No Safe 'Delivery Mechanisms for the Poison': 30,000 Gallons of Oil Spill in Minn. Derailment

(Photo: Doug Bellefeuille/Minnesota Pollution Control Agency)

No Safe 'Delivery Mechanisms for the Poison': 30,000 Gallons of Oil Spill in Minn. Derailment

"The real way to protect our land, water and climate is to break our addiction," says's Jamie Henn

Up to 30,000 gallons of oil spilled on Wednesday when a mile-long train carrying the crude derailed in Minnesota, giving further evidence that there are no safe "delivery mechanisms for the poison" of fossil fuels.

14 of a Canadian Pacific train's 94 cars went off the tracks near the town of Parkers Prairie in western Minnesota on Wednesday morning, and, the Associated Press reports, up to three cars leaked or spilled oil.

Minnesota Pollution Control Agency spokesman Dan Olson told AP that just one of the cars spilled most of its 26,000-gallon contents.

Reuters cites Canadian Pacific spokesperson Ed Greenberg, who said he was unsure if the oil the train was transporting from Alberta was tar sands oil or conventional oil.

Reactions from officials soon followed that dismissed ecological catastrophes.

"We are focusing on drawing up the loose (oil) ... and once that has been taken up, they will then pump up the remaining oil in the tanks," Olson said. "Because of the winter conditions, the ground is frozen and there is not any damage to surface water or ground water. After the initial recovery we will see if the oil has soaked into the soil at all."

"Only about 1,000 gallons has been recovered," according to Olson. "The remaining oil on the ground has thickened into a heavy tar-like consistency."

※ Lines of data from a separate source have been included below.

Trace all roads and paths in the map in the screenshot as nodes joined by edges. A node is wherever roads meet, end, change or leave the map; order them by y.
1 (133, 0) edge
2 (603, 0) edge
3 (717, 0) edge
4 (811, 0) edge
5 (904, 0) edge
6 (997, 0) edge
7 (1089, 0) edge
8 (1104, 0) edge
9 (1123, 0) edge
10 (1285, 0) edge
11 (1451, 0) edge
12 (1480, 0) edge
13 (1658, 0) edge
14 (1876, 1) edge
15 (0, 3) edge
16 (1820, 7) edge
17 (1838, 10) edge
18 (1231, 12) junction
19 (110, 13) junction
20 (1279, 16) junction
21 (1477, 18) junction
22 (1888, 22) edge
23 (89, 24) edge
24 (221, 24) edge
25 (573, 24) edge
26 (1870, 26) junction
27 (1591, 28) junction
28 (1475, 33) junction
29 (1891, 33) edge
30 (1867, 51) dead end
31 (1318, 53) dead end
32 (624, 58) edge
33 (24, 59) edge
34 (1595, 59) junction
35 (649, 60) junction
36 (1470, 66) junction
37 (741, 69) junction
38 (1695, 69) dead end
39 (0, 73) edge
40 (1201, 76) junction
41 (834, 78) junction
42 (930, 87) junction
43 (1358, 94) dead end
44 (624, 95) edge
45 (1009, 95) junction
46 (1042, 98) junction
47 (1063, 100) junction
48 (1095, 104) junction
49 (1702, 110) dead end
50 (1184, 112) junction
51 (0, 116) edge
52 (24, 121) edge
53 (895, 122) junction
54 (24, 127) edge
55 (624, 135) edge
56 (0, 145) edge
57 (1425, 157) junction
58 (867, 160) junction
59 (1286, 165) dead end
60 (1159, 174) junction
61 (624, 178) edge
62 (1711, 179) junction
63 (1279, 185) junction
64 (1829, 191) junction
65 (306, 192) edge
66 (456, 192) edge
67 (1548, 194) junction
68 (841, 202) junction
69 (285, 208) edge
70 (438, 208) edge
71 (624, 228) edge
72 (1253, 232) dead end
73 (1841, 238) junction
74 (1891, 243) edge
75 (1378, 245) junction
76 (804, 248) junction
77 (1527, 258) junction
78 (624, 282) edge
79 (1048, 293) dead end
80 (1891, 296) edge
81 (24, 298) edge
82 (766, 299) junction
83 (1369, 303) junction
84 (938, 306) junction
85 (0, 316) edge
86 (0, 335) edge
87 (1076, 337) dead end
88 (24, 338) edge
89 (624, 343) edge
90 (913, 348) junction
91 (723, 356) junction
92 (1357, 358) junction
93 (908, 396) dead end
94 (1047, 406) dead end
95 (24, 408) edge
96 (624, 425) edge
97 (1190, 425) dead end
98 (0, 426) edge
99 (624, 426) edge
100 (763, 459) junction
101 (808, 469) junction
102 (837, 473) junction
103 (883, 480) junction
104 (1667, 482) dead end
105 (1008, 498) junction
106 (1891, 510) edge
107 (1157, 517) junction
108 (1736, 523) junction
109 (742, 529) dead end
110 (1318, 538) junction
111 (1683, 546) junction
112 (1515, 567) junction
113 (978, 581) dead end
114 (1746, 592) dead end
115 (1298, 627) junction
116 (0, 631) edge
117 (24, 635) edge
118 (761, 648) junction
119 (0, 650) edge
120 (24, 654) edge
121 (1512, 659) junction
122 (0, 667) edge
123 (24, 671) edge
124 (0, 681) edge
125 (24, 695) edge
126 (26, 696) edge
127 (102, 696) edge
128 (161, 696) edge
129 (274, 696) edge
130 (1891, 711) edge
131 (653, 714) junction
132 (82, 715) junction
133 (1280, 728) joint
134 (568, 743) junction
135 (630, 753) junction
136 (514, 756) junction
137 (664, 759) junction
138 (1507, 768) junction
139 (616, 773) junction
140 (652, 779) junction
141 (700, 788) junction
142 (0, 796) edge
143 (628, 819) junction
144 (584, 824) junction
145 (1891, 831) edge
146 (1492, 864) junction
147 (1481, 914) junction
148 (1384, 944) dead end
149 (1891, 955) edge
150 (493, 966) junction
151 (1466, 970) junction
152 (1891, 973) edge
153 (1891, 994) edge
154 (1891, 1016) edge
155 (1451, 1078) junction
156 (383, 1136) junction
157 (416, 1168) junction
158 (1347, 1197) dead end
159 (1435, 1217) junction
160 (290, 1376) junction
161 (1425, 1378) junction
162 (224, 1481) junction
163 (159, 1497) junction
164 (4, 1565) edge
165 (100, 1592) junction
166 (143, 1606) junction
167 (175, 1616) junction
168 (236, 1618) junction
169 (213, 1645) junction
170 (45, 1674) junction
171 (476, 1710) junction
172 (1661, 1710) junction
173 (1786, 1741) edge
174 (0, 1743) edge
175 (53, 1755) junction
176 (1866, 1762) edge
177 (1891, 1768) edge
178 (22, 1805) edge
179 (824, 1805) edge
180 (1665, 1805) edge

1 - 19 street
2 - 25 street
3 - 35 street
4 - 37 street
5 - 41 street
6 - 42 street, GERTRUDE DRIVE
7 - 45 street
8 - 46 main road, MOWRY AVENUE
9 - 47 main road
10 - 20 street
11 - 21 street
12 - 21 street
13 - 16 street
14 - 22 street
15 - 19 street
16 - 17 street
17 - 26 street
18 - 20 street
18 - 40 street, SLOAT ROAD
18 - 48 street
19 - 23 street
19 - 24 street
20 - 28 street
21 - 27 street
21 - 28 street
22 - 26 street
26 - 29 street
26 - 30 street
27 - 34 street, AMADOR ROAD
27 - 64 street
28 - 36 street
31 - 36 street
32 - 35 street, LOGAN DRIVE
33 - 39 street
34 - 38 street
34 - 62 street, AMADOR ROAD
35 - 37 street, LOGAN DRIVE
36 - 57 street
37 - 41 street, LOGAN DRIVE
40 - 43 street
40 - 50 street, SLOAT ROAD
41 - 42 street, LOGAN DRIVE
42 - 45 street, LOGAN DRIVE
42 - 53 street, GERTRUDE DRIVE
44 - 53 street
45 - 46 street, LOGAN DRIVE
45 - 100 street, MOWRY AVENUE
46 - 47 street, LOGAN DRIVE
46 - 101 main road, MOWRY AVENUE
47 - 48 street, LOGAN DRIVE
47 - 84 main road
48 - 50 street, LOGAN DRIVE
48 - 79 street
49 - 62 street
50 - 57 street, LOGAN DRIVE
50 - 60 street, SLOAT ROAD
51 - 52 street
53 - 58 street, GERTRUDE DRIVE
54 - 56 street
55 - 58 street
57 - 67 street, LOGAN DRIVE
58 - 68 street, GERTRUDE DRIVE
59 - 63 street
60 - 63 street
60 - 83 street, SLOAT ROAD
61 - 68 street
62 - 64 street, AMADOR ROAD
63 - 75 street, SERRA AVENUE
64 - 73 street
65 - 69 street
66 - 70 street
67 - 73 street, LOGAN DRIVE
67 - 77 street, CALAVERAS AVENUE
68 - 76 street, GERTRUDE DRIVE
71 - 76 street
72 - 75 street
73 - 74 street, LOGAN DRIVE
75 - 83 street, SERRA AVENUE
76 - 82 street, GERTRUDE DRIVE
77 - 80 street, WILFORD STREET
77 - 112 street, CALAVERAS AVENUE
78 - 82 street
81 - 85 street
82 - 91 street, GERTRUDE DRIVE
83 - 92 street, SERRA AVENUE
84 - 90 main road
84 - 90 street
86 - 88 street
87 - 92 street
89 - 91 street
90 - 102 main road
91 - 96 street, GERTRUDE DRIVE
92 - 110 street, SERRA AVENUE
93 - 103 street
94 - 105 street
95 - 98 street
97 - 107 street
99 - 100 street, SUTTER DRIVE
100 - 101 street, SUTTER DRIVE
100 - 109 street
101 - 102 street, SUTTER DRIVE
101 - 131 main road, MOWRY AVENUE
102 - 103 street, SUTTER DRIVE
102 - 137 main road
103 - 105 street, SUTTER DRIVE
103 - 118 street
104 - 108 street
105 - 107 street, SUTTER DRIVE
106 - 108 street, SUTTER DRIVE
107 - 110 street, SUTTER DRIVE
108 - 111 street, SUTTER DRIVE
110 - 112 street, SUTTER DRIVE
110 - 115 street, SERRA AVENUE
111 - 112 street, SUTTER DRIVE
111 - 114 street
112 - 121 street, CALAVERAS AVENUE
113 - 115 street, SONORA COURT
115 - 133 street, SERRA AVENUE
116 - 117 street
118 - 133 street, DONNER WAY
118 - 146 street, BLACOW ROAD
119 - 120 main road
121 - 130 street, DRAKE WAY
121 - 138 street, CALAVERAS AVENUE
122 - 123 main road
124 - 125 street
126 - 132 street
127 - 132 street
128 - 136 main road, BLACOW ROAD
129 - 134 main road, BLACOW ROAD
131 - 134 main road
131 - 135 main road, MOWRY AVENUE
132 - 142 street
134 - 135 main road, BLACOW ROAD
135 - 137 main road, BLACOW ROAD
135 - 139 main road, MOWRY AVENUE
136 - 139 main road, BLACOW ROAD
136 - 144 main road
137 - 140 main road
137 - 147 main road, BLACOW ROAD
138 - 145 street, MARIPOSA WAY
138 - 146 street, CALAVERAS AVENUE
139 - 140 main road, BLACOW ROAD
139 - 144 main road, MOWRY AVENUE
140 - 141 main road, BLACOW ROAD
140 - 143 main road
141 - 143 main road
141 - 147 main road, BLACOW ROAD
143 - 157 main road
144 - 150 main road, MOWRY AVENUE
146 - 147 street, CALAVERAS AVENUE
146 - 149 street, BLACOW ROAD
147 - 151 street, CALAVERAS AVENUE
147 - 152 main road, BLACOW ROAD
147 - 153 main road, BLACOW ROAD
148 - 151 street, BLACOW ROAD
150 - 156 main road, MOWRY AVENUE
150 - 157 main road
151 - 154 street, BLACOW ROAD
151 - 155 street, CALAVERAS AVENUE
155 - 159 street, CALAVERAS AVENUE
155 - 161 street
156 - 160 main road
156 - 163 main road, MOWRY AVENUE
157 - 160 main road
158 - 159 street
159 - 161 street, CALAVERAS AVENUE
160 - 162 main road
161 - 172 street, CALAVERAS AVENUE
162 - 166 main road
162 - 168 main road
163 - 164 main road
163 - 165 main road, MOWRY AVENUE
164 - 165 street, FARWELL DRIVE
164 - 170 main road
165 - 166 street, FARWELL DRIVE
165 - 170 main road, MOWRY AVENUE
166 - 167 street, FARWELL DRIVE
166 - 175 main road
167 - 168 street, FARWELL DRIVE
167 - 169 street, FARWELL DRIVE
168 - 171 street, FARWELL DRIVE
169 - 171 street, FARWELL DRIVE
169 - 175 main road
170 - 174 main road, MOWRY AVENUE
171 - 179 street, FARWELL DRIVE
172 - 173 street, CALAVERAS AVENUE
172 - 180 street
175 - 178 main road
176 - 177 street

Yet following a nearly 30,000-gallon leak of diesel fuel from a Chevron-owned pipeline in Utah last week, John Whitehead, assistant director of the Utah Division of Water Quality and spill response leader said that traces of petrochemicals were already turning up in water samples, and said, "There's no way you're going to dump 20,000 gallons of diesel on the ground and not see a little dissolved product get through the system."

Some have jumped on the Minnesota derailment and spill as a sign to approve the Keystone XL pipeline and expand the pipeline system, and Reuters adds that "There has been a rapid increase in rail transport of crude in the last three years as booming North American oil production has outgrown existing pipeline capacity."

One example is Don Canton, spokesman for Keystone XL-proponent North Dakota Senator John Hoeven, who reacted to the spill saying, "This is why we need the Keystone XL. Pipelines are both safe and efficient."

This is a ridiculous claim, say environmental groups, and disregards the planet's climate emergency and the growing need to break our addiction to fossil fuels.

For spokesperson Jamie Henn, "Saying we need to consume tar sands via pipeline because rail lines are dangerous is like saying we need to smoke crack because its better than heroin. Pipelines are also prone to disaster, just look at Exxon's recent spill in the Yellowstone River or the major Enbridge disaster in Kalamazoo."

"The real way to protect our land, water and climate is to break our addiction, not debate delivery mechanisms for the poison," said Henn.